Chlorophylls and metal substituted complexes of chlorophylls with known photosensitizing abilities can be used in many types of biological and solar energy applications; thus, it is important to analyze their basic properties when they are treated by visible light and/or UV radiation. Nickel(II) can replace central magnesium from chlorophyll (Chl) molecule to form a metal substituted, “central” Ni-Chl complex. So, the possible formation of nickel-chlorophyll complexes in 95% ethanol at 40 °C was studied by UHPLC-DAD chromatography (UltraHigh Performance Liquid Chromatography–Diode Array Detector). Nickel(II)-chlorophylls interactions in the reaction solutions at 40 °C lead not only to the formation of the Ni-related Chls, Ni-Chl complexes but several oxidation and demetalation products of chlorophylls.
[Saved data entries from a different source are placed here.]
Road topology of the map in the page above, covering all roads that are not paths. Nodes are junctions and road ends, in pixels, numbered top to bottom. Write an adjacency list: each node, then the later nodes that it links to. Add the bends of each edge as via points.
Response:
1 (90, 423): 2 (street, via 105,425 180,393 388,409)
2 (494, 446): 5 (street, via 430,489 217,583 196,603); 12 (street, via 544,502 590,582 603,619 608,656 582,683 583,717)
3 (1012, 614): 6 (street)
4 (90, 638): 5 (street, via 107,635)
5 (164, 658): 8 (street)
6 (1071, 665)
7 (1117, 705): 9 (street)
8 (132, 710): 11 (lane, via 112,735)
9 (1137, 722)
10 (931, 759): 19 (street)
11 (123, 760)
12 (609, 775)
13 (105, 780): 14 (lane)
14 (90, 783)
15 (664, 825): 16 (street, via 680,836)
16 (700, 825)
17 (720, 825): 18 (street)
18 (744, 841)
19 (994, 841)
On the other hand, the influence of nickel(II) – chlorophyll interactions on chlorophylls solutions stability under continual UV-A, -B, and -C irradiation in 95% ethanol, was followed by UV-Vis spectrophotometry. Chlorophylls as well as their reaction solutions with nickel(II) undergo photochemical degradation obeying first- order kinetics. In general, the degradation is “energy-dependent”, i.e. proportional to the UV photons energy input. Chlorophylls are less stable than their reaction solutions with nickel(II), probably due to the higher stability of Ni-chlorophylls complexes, to all three subranges of UV- irradiation.